- _Work to complete_: Exactly as written, give back every record below.

*** Opening Exercise inputs ***

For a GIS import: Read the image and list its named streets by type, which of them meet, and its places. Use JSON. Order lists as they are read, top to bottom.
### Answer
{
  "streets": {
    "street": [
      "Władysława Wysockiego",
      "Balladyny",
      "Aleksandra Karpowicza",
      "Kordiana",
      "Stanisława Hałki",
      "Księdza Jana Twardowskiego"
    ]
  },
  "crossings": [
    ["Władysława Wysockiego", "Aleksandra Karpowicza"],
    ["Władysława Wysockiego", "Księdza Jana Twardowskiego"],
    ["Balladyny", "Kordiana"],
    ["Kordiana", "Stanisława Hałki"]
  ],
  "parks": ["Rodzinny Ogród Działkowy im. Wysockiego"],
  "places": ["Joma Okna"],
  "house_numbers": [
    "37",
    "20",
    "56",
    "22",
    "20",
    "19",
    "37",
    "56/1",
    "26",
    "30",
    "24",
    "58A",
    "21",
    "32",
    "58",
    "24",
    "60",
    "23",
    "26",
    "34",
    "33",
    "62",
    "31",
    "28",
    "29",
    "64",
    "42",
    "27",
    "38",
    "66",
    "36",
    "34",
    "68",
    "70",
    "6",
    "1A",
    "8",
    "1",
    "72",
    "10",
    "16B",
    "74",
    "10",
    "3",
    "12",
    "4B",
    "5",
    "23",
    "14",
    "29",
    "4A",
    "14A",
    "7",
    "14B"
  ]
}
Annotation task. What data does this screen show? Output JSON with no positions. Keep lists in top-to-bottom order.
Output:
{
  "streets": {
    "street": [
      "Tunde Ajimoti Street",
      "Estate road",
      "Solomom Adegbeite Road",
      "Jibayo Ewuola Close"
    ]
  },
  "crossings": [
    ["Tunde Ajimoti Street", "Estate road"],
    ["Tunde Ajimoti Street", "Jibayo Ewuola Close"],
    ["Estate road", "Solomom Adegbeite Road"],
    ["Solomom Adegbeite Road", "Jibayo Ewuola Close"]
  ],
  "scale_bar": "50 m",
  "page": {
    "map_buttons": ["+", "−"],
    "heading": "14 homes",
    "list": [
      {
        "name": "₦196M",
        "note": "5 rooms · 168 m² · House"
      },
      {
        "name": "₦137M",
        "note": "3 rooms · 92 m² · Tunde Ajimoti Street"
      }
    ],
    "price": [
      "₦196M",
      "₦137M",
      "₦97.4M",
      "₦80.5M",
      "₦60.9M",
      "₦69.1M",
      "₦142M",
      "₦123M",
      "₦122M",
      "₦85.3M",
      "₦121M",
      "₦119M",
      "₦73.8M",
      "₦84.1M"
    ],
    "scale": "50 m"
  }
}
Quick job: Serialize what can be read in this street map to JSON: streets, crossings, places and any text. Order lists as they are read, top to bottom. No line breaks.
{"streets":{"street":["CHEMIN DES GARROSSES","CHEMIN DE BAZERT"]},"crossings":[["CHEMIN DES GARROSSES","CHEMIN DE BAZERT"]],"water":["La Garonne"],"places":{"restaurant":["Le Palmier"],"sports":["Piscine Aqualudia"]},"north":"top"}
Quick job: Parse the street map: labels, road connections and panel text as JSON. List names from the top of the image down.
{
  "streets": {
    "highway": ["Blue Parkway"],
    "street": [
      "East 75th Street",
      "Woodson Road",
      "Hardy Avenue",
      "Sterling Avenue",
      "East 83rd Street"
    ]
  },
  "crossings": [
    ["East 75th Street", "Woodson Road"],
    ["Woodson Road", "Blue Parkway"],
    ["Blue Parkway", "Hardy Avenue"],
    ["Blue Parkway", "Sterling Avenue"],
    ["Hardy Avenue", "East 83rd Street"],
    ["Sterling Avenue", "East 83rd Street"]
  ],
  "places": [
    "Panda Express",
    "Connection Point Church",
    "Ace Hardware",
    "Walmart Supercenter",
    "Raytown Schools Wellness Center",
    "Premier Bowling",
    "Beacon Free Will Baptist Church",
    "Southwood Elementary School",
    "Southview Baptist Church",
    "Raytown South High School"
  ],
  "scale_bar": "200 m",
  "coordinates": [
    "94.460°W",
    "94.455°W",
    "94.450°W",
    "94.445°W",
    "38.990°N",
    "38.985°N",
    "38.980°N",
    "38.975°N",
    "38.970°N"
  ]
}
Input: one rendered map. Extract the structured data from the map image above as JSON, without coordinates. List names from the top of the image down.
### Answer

*** Closing Exercise inputs ***

- _Task response_:
For a GIS import: Read the image and list its named streets by type, which of them meet, and its places. Use JSON. Order lists as they are read, top to bottom.
### Answer
{
  "streets": {
    "street": [
      "Władysława Wysockiego",
      "Balladyny",
      "Aleksandra Karpowicza",
      "Kordiana",
      "Stanisława Hałki",
      "Księdza Jana Twardowskiego"
    ]
  },
  "crossings": [
    ["Władysława Wysockiego", "Aleksandra Karpowicza"],
    ["Władysława Wysockiego", "Księdza Jana Twardowskiego"],
    ["Balladyny", "Kordiana"],
    ["Kordiana", "Stanisława Hałki"]
  ],
  "parks": ["Rodzinny Ogród Działkowy im. Wysockiego"],
  "places": ["Joma Okna"],
  "house_numbers": [
    "37",
    "20",
    "56",
    "22",
    "20",
    "19",
    "37",
    "56/1",
    "26",
    "30",
    "24",
    "58A",
    "21",
    "32",
    "58",
    "24",
    "60",
    "23",
    "26",
    "34",
    "33",
    "62",
    "31",
    "28",
    "29",
    "64",
    "42",
    "27",
    "38",
    "66",
    "36",
    "34",
    "68",
    "70",
    "6",
    "1A",
    "8",
    "1",
    "72",
    "10",
    "16B",
    "74",
    "10",
    "3",
    "12",
    "4B",
    "5",
    "23",
    "14",
    "29",
    "4A",
    "14A",
    "7",
    "14B"
  ]
}
Annotation task. What data does this screen show? Output JSON with no positions. Keep lists in top-to-bottom order.
Output:
{
  "streets": {
    "street": [
      "Tunde Ajimoti Street",
      "Estate road",
      "Solomom Adegbeite Road",
      "Jibayo Ewuola Close"
    ]
  },
  "crossings": [
    ["Tunde Ajimoti Street", "Estate road"],
    ["Tunde Ajimoti Street", "Jibayo Ewuola Close"],
    ["Estate road", "Solomom Adegbeite Road"],
    ["Solomom Adegbeite Road", "Jibayo Ewuola Close"]
  ],
  "scale_bar": "50 m",
  "page": {
    "map_buttons": ["+", "−"],
    "heading": "14 homes",
    "list": [
      {
        "name": "₦196M",
        "note": "5 rooms · 168 m² · House"
      },
      {
        "name": "₦137M",
        "note": "3 rooms · 92 m² · Tunde Ajimoti Street"
      }
    ],
    "price": [
      "₦196M",
      "₦137M",
      "₦97.4M",
      "₦80.5M",
      "₦60.9M",
      "₦69.1M",
      "₦142M",
      "₦123M",
      "₦122M",
      "₦85.3M",
      "₦121M",
      "₦119M",
      "₦73.8M",
      "₦84.1M"
    ],
    "scale": "50 m"
  }
}
Quick job: Serialize what can be read in this street map to JSON: streets, crossings, places and any text. Order lists as they are read, top to bottom. No line breaks.
{"streets":{"street":["CHEMIN DES GARROSSES","CHEMIN DE BAZERT"]},"crossings":[["CHEMIN DES GARROSSES","CHEMIN DE BAZERT"]],"water":["La Garonne"],"places":{"restaurant":["Le Palmier"],"sports":["Piscine Aqualudia"]},"north":"top"}
Quick job: Parse the street map: labels, road connections and panel text as JSON. List names from the top of the image down.
{
  "streets": {
    "highway": ["Blue Parkway"],
    "street": [
      "East 75th Street",
      "Woodson Road",
      "Hardy Avenue",
      "Sterling Avenue",
      "East 83rd Street"
    ]
  },
  "crossings": [
    ["East 75th Street", "Woodson Road"],
    ["Woodson Road", "Blue Parkway"],
    ["Blue Parkway", "Hardy Avenue"],
    ["Blue Parkway", "Sterling Avenue"],
    ["Hardy Avenue", "East 83rd Street"],
    ["Sterling Avenue", "East 83rd Street"]
  ],
  "places": [
    "Panda Express",
    "Connection Point Church",
    "Ace Hardware",
    "Walmart Supercenter",
    "Raytown Schools Wellness Center",
    "Premier Bowling",
    "Beacon Free Will Baptist Church",
    "Southwood Elementary School",
    "Southview Baptist Church",
    "Raytown South High School"
  ],
  "scale_bar": "200 m",
  "coordinates": [
    "94.460°W",
    "94.455°W",
    "94.450°W",
    "94.445°W",
    "38.990°N",
    "38.985°N",
    "38.980°N",
    "38.975°N",
    "38.970°N"
  ]
}
Input: one rendered map. Extract the structured data from the map image above as JSON, without coordinates. List names from the top of the image down.
### Answer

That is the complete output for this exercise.